When industry leaders gathered for SEO Week in April 2025, they painted a picture of a search industry in a dramatic transition. AI was starting to integrate itself into everything we did, people were searching for things in new ways and in new places, and measuring success wasn’t so cut and dry anymore. 

The biggest names in SEO came together on the SEO Week stage to share their knowledge and their predictions for the future to help everyone in the industry tackle the new search world and keep their businesses ahead of the game. Each day’s presentations had a specific theme:

  • Day 1: The Science
  • Day 2: The Psychology
  • Day 3: The Ecosystem
  • Day 4: The Future
Mike in vector space

Just a month after our first SEO Week, Google I/O happened, bringing an avalanche of new SEO and AI news, setting the stage for AI Mode, and instantly making some of the presentations at our conference out of date. 

As we start preparations for SEO Week 2026, it makes sense to look back on all that’s happened since then. Seven months later, so much has changed in the industry, and many of the speakers’ predictions have come true, or are in the process of coming true as we speak. 

For example, Garrett Sussman’s prediction that AI Mode would become a default search engine doesn’t seem far off.
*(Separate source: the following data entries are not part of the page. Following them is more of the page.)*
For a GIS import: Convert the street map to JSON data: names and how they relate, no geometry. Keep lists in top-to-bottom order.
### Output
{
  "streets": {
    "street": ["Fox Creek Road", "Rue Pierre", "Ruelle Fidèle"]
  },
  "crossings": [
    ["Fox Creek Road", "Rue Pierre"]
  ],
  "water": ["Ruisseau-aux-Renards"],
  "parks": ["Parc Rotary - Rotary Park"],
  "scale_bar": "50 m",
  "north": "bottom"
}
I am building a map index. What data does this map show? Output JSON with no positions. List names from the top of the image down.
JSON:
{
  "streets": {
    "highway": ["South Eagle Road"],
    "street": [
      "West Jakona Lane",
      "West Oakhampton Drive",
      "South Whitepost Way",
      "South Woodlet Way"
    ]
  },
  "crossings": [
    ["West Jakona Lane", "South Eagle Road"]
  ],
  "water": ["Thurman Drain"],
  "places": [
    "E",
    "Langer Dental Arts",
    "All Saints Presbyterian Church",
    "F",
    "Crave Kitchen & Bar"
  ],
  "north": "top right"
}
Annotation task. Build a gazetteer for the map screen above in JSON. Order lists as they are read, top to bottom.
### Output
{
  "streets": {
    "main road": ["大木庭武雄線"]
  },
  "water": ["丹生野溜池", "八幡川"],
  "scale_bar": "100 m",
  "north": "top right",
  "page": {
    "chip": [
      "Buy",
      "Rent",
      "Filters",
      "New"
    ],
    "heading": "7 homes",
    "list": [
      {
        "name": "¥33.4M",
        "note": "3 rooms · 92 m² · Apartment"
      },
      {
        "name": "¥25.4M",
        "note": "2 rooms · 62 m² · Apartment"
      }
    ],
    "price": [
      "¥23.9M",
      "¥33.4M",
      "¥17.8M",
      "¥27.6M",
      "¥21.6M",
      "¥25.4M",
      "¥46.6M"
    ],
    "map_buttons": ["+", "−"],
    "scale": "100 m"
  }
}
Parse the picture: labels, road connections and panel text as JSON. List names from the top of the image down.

Lexi Mills predicted trust-first strategies would accelerate, which seems validated by the industry trying to prevent a web full of AI slop. JR Oakes noted LLMs catching up on recency, which is confirmed by more frequent model updates. 

Some other presentations will need to be updated, but overall, our SEO Week speakers did an excellent job of staying ahead of the curve and making some great predictions. 

This article examines how the SEO and AI search industry has evolved since April 2025, what aspects of the presentations could be updated, and what we might be hearing more about at SEO Week 2026 (by the way, early bird tickets are on sale now).

AI is Changing Fast

One of the most striking things to note is the sheer pace of change. It really feels like AI has ramped up in recent months. As iPullRank’s Director of Marketing Garrett Sussman noted post-conference, “the constant updates, rollouts, tools, and features that all these platforms keep introducing” have defined the second half of 2025. 

“Search behavior is still shifting. It’s still messy. People are still using classic Google in huge numbers, but we can’t neglect AI Search. AI Overviews have had a real impact to search traffic. AI Mode will inevitably change the way we search too.

Results have always been personal. Now they’re getting personal on a new level. What I see and what you will always be completely different. People can now buy directly inside AI search. Adobe just reported a huge jump in AI Search traffic during Black Friday, and consumer demand isn’t slowing down. 

That tension is everywhere. Executives feel the pressure to respond to the emerging channel even though revenue is not collapsing. The real question is how to get ahead of the way people search, shop, and make decisions in AI Search environments. That was the theme running through SEO Week 2025, and it will shape the strategies we expect to see recommended and evangelized heading into SEO Week 2026.” – Garrett Sussman

Let’s start by looking at some of the major developments that have taken place since April 2025.

Major Developments Since April 2025

I’m probably missing some aspects, but these seem to be the most important evolutions that had the biggest impact on marketers. These changes occurred in a mere seven months. Let’s compare them to what our speakers said at the conference in April.

What’s Happened Since SEO Week 2025

Topics were all over the map. It felt less SEO and more AI Search. We saw presentations on query fan-out, branding, the importance of video, zero-click searches, the mechanics of LLMs, the psychology behind search, and marketing strategy, an entire slew of rapid fire 30-minute quick hits.

Now we’ll go through a few individual presentations and see what’s changed since then.

Query Fan-out and Crawling

When iPullRank CEO Mike King presented The Brave New World of SEO at SEO Week in April 2025, he noted that the SEO community gained significant new public information regarding how Google processes queries for AI answers, including a more widespread community understanding of query fan-out. 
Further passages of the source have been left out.